The meta section of the file contains information related to application versioning.
[meta]
id="ABC" # application installations are typically region dependent, the value specified here MUST match the built-in region.
version="1.0.0" # the version information is shown in the top-right of the desktop UI for user visibility.
signature = "aaabbb"The signature is the calculated md5 hash value of the configuration file itself, computed using the generateConfigHash utility. This feature exists to reduce the likelihood of accidental changes to the config file causing issues in the deterministic processing of input data.
When a change is made to the configuration file, a new signature value must be created to reflect its new content.
Important
If you are intending on using the UI component of this application, the messages section in the configuration file is NOT optional. The values for terms_and_conditions, error_in_config, and error_in_salt MUST be defined.

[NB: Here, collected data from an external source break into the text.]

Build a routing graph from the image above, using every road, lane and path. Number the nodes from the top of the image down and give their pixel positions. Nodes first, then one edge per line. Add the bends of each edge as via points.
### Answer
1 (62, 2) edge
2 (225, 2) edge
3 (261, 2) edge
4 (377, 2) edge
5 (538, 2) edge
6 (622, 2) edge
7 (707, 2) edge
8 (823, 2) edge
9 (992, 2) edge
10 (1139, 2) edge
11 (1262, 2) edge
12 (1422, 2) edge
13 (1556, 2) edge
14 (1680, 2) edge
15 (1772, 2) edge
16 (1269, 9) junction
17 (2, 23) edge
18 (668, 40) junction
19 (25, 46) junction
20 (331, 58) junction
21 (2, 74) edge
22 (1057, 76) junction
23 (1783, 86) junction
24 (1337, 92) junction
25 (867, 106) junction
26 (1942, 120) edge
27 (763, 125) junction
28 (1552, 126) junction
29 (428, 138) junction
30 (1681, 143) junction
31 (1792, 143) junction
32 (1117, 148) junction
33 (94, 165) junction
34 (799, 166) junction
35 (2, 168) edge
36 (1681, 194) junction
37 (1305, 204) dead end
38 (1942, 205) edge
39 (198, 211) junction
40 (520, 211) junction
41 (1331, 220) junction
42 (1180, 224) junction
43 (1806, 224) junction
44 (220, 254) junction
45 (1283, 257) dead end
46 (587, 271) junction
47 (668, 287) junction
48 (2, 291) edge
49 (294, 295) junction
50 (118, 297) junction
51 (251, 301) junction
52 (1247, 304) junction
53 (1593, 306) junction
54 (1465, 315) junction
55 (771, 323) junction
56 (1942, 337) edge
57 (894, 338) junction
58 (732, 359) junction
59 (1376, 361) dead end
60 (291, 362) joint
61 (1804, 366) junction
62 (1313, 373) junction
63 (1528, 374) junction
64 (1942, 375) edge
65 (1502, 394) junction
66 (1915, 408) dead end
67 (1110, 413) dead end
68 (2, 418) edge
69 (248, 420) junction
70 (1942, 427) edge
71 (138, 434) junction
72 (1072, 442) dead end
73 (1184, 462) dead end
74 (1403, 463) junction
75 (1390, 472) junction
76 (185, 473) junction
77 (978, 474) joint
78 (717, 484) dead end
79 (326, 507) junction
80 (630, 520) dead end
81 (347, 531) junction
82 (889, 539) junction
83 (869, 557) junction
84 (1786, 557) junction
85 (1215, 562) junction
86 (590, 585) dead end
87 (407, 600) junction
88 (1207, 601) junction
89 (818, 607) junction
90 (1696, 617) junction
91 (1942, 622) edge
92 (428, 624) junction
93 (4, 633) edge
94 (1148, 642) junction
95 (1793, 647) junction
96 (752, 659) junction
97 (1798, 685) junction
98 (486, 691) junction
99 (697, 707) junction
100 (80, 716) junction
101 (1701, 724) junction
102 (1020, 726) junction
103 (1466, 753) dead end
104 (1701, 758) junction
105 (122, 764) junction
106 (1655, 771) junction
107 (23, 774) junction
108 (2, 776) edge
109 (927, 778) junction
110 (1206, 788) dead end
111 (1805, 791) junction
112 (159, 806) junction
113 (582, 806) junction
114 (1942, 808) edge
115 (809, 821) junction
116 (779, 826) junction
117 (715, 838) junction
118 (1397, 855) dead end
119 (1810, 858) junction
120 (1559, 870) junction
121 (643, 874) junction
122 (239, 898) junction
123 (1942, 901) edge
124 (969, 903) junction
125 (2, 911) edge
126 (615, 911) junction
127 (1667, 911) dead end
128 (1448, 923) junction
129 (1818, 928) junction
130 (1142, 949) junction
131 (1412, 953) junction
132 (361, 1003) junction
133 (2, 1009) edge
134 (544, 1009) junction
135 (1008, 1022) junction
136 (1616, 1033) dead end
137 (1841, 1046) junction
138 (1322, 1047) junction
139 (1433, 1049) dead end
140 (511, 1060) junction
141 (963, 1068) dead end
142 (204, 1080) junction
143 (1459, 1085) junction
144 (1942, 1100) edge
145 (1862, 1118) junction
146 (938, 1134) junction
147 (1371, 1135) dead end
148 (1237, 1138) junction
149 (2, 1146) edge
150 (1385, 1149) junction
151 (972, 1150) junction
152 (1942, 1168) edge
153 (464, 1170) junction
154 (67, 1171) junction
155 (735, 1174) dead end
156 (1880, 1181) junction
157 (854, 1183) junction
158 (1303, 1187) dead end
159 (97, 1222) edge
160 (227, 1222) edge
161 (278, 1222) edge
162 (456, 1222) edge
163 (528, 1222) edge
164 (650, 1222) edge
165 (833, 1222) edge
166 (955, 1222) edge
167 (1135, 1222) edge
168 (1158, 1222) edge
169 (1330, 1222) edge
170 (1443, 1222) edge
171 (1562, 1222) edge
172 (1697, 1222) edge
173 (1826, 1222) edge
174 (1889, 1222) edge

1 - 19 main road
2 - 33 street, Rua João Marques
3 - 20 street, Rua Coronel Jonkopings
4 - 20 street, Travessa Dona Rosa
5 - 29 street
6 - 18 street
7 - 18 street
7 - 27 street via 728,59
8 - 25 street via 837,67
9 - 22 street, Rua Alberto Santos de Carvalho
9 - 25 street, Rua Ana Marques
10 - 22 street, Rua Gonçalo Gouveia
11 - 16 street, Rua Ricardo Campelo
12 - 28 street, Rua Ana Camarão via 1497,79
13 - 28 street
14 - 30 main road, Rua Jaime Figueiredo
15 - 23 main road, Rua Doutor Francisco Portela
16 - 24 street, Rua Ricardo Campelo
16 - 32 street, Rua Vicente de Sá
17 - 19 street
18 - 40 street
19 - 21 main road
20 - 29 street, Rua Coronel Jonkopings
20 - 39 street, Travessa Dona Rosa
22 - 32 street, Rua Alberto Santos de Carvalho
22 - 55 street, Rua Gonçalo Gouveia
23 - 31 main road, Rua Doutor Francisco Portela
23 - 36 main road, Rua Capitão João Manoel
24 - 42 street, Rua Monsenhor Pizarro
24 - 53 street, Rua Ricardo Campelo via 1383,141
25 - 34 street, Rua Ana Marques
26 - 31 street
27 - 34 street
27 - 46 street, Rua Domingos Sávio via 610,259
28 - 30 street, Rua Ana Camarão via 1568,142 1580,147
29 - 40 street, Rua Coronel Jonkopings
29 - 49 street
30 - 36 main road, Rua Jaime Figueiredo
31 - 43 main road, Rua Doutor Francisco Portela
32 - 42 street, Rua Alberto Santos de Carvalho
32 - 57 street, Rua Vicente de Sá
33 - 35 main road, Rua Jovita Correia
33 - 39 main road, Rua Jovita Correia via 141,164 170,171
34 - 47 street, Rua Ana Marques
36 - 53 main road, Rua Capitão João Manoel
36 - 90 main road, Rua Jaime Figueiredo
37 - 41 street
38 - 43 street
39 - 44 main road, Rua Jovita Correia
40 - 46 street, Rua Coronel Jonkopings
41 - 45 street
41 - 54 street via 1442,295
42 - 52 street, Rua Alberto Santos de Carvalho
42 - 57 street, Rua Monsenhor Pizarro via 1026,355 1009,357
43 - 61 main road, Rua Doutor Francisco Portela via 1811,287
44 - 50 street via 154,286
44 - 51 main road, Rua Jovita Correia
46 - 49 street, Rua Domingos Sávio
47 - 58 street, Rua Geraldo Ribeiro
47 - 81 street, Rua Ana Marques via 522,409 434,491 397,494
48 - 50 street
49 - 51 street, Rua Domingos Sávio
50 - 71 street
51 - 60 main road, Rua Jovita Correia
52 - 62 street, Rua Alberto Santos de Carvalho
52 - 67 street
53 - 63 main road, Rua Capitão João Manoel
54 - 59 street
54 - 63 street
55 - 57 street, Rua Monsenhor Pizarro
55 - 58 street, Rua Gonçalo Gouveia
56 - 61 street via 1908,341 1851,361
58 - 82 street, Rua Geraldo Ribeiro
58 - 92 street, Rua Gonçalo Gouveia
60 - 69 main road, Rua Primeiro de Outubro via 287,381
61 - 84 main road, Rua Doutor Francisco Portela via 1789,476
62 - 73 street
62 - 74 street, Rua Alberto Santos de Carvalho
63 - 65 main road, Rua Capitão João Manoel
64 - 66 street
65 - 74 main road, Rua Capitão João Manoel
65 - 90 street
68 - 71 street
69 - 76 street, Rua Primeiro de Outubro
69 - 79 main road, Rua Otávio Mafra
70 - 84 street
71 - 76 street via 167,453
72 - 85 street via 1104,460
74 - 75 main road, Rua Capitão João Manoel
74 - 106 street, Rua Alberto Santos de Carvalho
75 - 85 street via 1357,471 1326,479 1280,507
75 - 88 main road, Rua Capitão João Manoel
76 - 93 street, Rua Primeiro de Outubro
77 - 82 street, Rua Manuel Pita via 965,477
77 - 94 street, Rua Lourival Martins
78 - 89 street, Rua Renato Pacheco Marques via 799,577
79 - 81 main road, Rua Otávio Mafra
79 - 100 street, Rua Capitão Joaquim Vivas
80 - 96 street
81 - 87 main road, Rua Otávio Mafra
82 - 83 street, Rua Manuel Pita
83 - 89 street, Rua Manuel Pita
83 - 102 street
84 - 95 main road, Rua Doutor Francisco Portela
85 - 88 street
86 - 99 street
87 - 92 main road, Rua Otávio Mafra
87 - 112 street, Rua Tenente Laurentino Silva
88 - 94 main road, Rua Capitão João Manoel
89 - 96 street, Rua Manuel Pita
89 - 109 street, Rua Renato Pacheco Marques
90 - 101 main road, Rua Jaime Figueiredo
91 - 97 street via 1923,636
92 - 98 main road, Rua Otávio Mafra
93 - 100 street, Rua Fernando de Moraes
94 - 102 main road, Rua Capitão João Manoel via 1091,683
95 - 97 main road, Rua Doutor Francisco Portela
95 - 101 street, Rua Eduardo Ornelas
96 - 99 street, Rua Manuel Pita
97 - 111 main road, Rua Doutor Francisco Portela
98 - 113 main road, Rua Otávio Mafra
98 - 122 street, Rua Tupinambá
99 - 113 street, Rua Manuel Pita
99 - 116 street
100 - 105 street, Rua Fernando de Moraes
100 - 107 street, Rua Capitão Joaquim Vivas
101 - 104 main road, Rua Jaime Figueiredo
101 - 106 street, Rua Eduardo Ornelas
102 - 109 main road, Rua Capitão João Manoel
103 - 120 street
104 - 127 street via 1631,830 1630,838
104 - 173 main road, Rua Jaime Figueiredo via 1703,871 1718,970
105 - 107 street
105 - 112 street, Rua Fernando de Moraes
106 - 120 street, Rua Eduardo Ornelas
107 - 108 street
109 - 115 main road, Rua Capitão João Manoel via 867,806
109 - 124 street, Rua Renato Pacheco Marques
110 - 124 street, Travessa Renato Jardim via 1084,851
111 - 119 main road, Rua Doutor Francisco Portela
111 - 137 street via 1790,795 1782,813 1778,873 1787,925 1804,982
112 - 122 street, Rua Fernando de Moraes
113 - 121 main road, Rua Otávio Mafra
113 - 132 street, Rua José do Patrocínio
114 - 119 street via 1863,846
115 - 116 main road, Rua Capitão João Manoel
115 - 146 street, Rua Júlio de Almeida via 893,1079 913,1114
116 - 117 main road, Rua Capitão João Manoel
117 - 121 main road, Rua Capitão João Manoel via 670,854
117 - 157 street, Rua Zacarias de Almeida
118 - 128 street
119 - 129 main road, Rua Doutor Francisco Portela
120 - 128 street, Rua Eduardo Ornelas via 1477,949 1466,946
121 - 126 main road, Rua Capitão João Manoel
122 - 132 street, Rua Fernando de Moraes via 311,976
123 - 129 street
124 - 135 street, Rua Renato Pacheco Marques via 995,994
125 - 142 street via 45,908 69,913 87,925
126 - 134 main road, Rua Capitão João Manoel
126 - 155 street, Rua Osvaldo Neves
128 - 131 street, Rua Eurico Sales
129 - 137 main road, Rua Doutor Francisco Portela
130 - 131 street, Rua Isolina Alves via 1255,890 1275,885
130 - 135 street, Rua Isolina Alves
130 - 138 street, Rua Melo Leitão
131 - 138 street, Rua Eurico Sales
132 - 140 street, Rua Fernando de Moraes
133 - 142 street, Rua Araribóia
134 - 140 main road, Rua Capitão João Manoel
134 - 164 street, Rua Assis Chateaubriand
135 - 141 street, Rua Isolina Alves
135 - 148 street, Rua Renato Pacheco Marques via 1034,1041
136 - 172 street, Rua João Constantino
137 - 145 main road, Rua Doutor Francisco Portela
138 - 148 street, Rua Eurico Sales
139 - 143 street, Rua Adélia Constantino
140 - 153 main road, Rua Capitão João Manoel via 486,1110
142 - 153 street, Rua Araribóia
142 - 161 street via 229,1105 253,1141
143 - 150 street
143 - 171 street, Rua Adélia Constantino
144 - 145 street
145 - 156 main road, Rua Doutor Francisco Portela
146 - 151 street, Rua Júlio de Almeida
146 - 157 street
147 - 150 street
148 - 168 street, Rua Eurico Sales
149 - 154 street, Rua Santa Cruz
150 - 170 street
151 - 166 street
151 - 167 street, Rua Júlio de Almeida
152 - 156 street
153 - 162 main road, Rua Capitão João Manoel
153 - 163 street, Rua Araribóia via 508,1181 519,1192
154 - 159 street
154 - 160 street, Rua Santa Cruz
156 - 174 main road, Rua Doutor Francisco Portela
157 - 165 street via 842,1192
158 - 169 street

Messages are an optional field used to set the default error and terms & conditions messages within the UI application. Each of these fields supports HTML tag syntax.
[messages]
# terms and conditions are shown to the user on first start and upon configuration file changes.
terms_and_conditions="""
<h3>My Fantastic Application</h3>
<p>T&C's go here...</p>
"""
# the generic error message to display when an error is encountered with the configuration file itself.
error_in_config=""
# the generic error message to display when the salt file cannot be read or is malformed.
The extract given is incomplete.